• Task to carry out: Go through the data below and copy each line that includes "nodes".

• Data shown:

****************************************

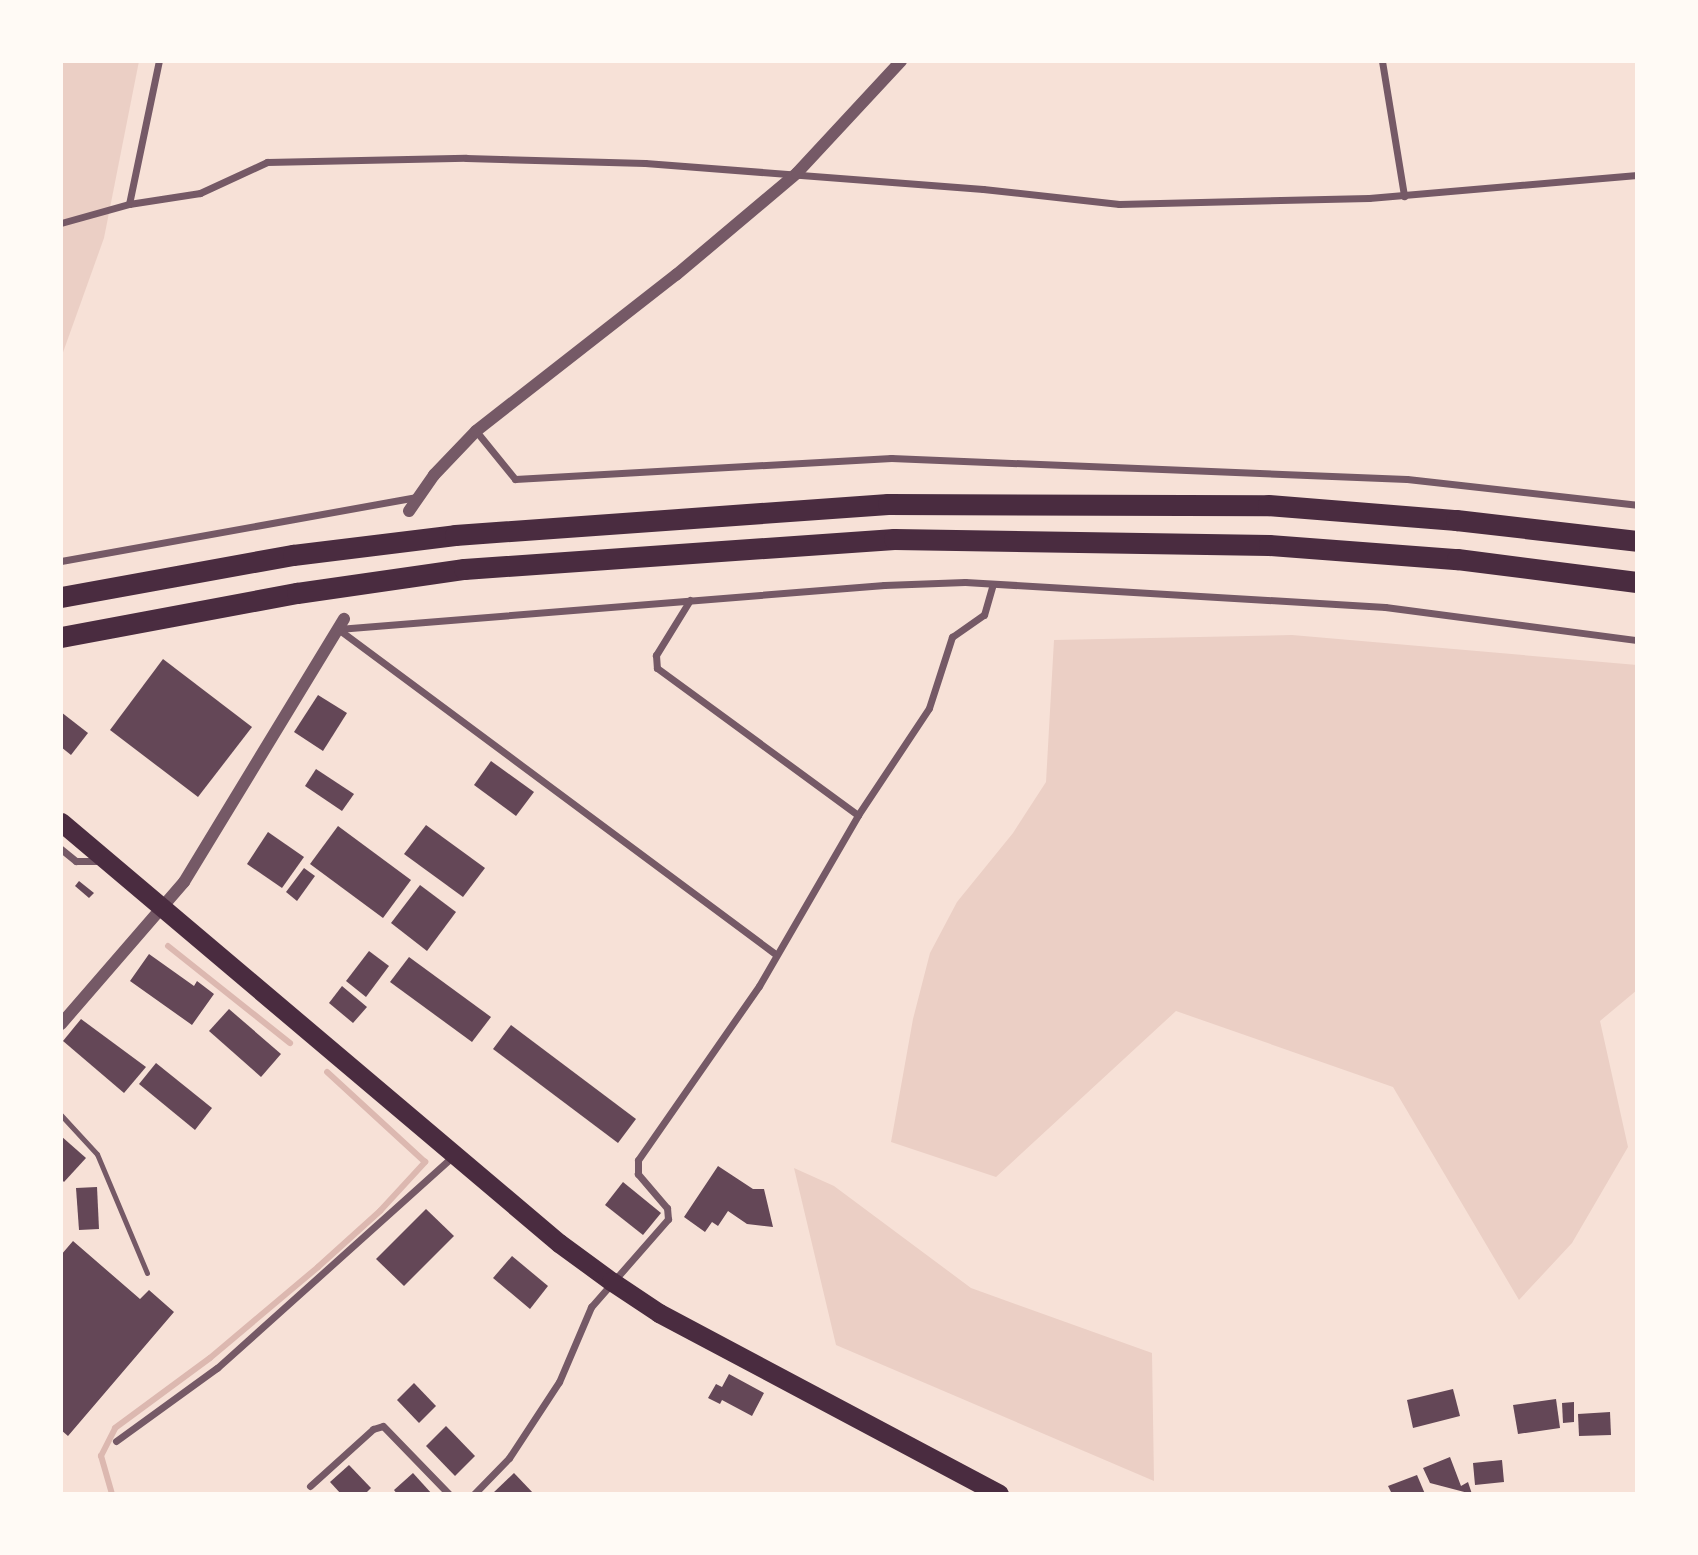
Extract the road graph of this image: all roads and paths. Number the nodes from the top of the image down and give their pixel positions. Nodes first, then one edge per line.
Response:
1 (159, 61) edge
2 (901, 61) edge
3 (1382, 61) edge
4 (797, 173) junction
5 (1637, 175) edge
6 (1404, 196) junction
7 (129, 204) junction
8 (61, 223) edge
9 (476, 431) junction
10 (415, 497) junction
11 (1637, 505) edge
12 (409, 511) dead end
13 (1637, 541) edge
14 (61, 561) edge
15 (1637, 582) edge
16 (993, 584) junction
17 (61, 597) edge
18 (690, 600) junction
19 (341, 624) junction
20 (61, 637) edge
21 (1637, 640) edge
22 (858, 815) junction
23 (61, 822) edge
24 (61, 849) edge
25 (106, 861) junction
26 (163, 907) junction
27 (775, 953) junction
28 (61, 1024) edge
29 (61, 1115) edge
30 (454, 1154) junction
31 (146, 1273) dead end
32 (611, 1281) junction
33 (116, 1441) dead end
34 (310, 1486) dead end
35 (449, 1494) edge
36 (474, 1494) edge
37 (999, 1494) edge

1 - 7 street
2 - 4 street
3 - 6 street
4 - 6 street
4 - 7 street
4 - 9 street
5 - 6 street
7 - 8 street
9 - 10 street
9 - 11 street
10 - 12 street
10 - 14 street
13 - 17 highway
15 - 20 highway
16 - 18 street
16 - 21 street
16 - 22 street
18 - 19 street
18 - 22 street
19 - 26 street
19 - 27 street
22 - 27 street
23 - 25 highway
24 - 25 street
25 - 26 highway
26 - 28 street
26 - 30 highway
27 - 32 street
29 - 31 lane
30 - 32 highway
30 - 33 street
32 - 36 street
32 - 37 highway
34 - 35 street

****************************************

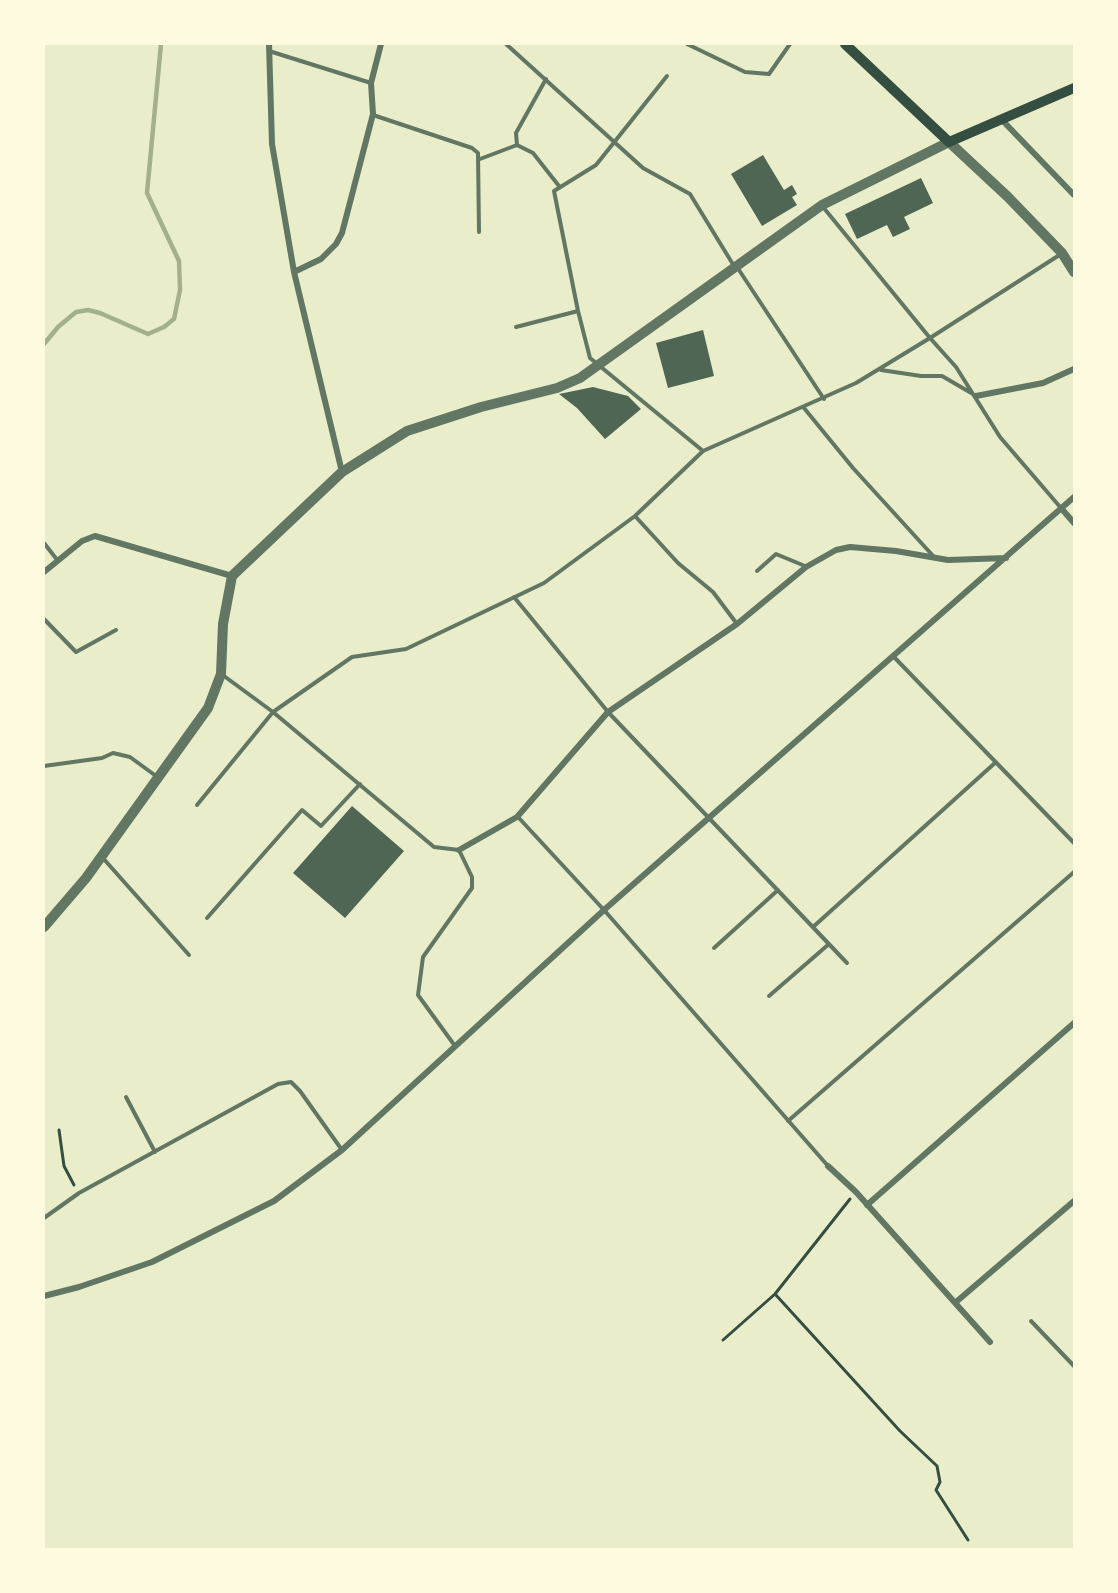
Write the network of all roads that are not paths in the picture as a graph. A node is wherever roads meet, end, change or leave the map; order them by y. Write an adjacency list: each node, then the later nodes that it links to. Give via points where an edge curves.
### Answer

****************************************

• Result for this exercise:
Extract the road graph of this image: all roads and paths. Number the nodes from the top of the image down and give their pixel positions. Nodes first, then one edge per line.
Write the network of all roads that are not paths in the picture as a graph. A node is wherever roads meet, end, change or leave the map; order them by y. Write an adjacency list: each node, then the later nodes that it links to. Give via points where an edge curves.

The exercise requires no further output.